***** Data listing

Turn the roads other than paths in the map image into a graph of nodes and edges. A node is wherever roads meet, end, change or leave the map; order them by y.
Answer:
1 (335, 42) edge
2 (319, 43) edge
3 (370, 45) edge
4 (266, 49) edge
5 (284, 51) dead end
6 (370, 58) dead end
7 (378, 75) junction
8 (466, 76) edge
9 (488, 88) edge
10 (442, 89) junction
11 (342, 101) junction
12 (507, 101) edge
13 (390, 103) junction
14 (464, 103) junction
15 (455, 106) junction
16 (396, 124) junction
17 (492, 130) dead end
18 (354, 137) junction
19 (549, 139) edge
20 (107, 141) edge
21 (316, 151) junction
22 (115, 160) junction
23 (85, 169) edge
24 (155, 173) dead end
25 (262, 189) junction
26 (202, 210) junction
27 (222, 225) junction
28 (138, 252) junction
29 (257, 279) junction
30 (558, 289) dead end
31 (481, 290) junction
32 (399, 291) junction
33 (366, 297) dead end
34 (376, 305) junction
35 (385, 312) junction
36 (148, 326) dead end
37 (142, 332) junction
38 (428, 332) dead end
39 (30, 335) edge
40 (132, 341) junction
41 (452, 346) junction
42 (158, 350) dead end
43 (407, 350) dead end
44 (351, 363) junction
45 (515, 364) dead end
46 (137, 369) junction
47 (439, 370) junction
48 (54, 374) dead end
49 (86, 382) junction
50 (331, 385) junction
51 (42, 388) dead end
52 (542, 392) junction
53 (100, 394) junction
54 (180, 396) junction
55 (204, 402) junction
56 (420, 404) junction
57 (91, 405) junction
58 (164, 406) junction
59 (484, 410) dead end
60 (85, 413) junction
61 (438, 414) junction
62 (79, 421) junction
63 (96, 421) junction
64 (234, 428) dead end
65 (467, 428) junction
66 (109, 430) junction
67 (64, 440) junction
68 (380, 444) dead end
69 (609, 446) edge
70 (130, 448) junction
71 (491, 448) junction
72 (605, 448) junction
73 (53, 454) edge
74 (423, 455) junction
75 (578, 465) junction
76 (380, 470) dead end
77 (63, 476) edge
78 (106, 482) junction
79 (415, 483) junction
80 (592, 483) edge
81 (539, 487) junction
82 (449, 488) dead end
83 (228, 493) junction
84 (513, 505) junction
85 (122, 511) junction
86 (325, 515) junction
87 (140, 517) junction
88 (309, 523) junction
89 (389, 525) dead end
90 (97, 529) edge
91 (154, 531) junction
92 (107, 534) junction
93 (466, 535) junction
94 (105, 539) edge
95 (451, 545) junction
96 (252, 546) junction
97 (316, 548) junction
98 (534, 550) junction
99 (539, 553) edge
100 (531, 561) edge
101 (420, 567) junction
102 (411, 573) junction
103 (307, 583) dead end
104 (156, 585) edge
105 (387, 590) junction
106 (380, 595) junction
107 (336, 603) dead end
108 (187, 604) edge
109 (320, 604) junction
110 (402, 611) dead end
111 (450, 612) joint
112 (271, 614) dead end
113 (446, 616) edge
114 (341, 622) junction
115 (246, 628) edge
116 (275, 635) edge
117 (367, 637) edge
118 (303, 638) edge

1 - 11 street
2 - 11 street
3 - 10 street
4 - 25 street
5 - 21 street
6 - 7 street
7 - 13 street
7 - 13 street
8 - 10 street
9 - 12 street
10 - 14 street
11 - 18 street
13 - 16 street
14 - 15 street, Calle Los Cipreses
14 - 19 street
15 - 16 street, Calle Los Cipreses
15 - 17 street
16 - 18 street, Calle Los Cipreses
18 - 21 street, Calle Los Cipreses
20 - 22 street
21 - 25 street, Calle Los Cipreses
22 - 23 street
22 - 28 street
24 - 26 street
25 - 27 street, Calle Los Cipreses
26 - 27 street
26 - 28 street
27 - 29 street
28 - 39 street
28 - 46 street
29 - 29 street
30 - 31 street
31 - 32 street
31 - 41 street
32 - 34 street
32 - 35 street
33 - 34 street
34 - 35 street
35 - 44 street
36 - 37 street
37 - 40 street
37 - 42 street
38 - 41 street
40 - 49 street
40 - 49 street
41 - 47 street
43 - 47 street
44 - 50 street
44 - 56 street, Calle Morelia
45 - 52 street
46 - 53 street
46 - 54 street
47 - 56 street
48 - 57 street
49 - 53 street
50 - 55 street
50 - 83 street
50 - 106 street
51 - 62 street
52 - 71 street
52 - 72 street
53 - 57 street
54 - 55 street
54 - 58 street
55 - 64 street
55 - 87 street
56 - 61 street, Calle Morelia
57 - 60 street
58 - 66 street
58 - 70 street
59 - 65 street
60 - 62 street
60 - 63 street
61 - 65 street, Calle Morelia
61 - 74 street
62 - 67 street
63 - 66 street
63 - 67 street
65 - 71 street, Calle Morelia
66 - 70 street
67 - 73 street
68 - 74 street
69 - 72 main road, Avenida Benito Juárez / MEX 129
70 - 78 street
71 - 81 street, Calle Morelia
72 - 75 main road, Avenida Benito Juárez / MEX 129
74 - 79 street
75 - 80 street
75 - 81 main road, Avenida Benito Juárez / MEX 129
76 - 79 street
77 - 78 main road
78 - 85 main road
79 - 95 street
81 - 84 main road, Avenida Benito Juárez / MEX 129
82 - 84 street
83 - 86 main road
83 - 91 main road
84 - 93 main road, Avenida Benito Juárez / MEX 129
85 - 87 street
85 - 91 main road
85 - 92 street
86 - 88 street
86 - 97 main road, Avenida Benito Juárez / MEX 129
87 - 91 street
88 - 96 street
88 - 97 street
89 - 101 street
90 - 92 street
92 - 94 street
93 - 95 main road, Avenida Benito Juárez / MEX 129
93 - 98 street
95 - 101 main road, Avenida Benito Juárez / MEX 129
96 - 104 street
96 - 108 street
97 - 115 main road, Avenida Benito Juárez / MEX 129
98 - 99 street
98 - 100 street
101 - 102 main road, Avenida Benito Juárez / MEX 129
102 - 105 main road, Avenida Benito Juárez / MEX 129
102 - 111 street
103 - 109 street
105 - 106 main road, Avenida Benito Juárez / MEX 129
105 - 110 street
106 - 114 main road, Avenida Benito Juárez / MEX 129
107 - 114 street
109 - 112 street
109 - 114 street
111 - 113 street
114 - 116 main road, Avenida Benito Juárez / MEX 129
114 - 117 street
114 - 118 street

**********

▶ **Task objective**: For this exercise, give every entry again exactly as it appears.

▶ **Written response**:
Turn the roads other than paths in the map image into a graph of nodes and edges. A node is wherever roads meet, end, change or leave the map; order them by y.
Answer:
1 (335, 42) edge
2 (319, 43) edge
3 (370, 45) edge
4 (266, 49) edge
5 (284, 51) dead end
6 (370, 58) dead end
7 (378, 75) junction
8 (466, 76) edge
9 (488, 88) edge
10 (442, 89) junction
11 (342, 101) junction
12 (507, 101) edge
13 (390, 103) junction
14 (464, 103) junction
15 (455, 106) junction
16 (396, 124) junction
17 (492, 130) dead end
18 (354, 137) junction
19 (549, 139) edge
20 (107, 141) edge
21 (316, 151) junction
22 (115, 160) junction
23 (85, 169) edge
24 (155, 173) dead end
25 (262, 189) junction
26 (202, 210) junction
27 (222, 225) junction
28 (138, 252) junction
29 (257, 279) junction
30 (558, 289) dead end
31 (481, 290) junction
32 (399, 291) junction
33 (366, 297) dead end
34 (376, 305) junction
35 (385, 312) junction
36 (148, 326) dead end
37 (142, 332) junction
38 (428, 332) dead end
39 (30, 335) edge
40 (132, 341) junction
41 (452, 346) junction
42 (158, 350) dead end
43 (407, 350) dead end
44 (351, 363) junction
45 (515, 364) dead end
46 (137, 369) junction
47 (439, 370) junction
48 (54, 374) dead end
49 (86, 382) junction
50 (331, 385) junction
51 (42, 388) dead end
52 (542, 392) junction
53 (100, 394) junction
54 (180, 396) junction
55 (204, 402) junction
56 (420, 404) junction
57 (91, 405) junction
58 (164, 406) junction
59 (484, 410) dead end
60 (85, 413) junction
61 (438, 414) junction
62 (79, 421) junction
63 (96, 421) junction
64 (234, 428) dead end
65 (467, 428) junction
66 (109, 430) junction
67 (64, 440) junction
68 (380, 444) dead end
69 (609, 446) edge
70 (130, 448) junction
71 (491, 448) junction
72 (605, 448) junction
73 (53, 454) edge
74 (423, 455) junction
75 (578, 465) junction
76 (380, 470) dead end
77 (63, 476) edge
78 (106, 482) junction
79 (415, 483) junction
80 (592, 483) edge
81 (539, 487) junction
82 (449, 488) dead end
83 (228, 493) junction
84 (513, 505) junction
85 (122, 511) junction
86 (325, 515) junction
87 (140, 517) junction
88 (309, 523) junction
89 (389, 525) dead end
90 (97, 529) edge
91 (154, 531) junction
92 (107, 534) junction
93 (466, 535) junction
94 (105, 539) edge
95 (451, 545) junction
96 (252, 546) junction
97 (316, 548) junction
98 (534, 550) junction
99 (539, 553) edge
100 (531, 561) edge
101 (420, 567) junction
102 (411, 573) junction
103 (307, 583) dead end
104 (156, 585) edge
105 (387, 590) junction
106 (380, 595) junction
107 (336, 603) dead end
108 (187, 604) edge
109 (320, 604) junction
110 (402, 611) dead end
111 (450, 612) joint
112 (271, 614) dead end
113 (446, 616) edge
114 (341, 622) junction
115 (246, 628) edge
116 (275, 635) edge
117 (367, 637) edge
118 (303, 638) edge

1 - 11 street
2 - 11 street
3 - 10 street
4 - 25 street
5 - 21 street
6 - 7 street
7 - 13 street
7 - 13 street
8 - 10 street
9 - 12 street
10 - 14 street
11 - 18 street
13 - 16 street
14 - 15 street, Calle Los Cipreses
14 - 19 street
15 - 16 street, Calle Los Cipreses
15 - 17 street
16 - 18 street, Calle Los Cipreses
18 - 21 street, Calle Los Cipreses
20 - 22 street
21 - 25 street, Calle Los Cipreses
22 - 23 street
22 - 28 street
24 - 26 street
25 - 27 street, Calle Los Cipreses
26 - 27 street
26 - 28 street
27 - 29 street
28 - 39 street
28 - 46 street
29 - 29 street
30 - 31 street
31 - 32 street
31 - 41 street
32 - 34 street
32 - 35 street
33 - 34 street
34 - 35 street
35 - 44 street
36 - 37 street
37 - 40 street
37 - 42 street
38 - 41 street
40 - 49 street
40 - 49 street
41 - 47 street
43 - 47 street
44 - 50 street
44 - 56 street, Calle Morelia
45 - 52 street
46 - 53 street
46 - 54 street
47 - 56 street
48 - 57 street
49 - 53 street
50 - 55 street
50 - 83 street
50 - 106 street
51 - 62 street
52 - 71 street
52 - 72 street
53 - 57 street
54 - 55 street
54 - 58 street
55 - 64 street
55 - 87 street
56 - 61 street, Calle Morelia
57 - 60 street
58 - 66 street
58 - 70 street
59 - 65 street
60 - 62 street
60 - 63 street
61 - 65 street, Calle Morelia
61 - 74 street
62 - 67 street
63 - 66 street
63 - 67 street
65 - 71 street, Calle Morelia
66 - 70 street
67 - 73 street
68 - 74 street
69 - 72 main road, Avenida Benito Juárez / MEX 129
70 - 78 street
71 - 81 street, Calle Morelia
72 - 75 main road, Avenida Benito Juárez / MEX 129
74 - 79 street
75 - 80 street
75 - 81 main road, Avenida Benito Juárez / MEX 129
76 - 79 street
77 - 78 main road
78 - 85 main road
79 - 95 street
81 - 84 main road, Avenida Benito Juárez / MEX 129
82 - 84 street
83 - 86 main road
83 - 91 main road
84 - 93 main road, Avenida Benito Juárez / MEX 129
85 - 87 street
85 - 91 main road
85 - 92 street
86 - 88 street
86 - 97 main road, Avenida Benito Juárez / MEX 129
87 - 91 street
88 - 96 street
88 - 97 street
89 - 101 street
90 - 92 street
92 - 94 street
93 - 95 main road, Avenida Benito Juárez / MEX 129
93 - 98 street
95 - 101 main road, Avenida Benito Juárez / MEX 129
96 - 104 street
96 - 108 street
97 - 115 main road, Avenida Benito Juárez / MEX 129
98 - 99 street
98 - 100 street
101 - 102 main road, Avenida Benito Juárez / MEX 129
102 - 105 main road, Avenida Benito Juárez / MEX 129
102 - 111 street
103 - 109 street
105 - 106 main road, Avenida Benito Juárez / MEX 129
105 - 110 street
106 - 114 main road, Avenida Benito Juárez / MEX 129
107 - 114 street
109 - 112 street
109 - 114 street
111 - 113 street
114 - 116 main road, Avenida Benito Juárez / MEX 129
114 - 117 street
114 - 118 street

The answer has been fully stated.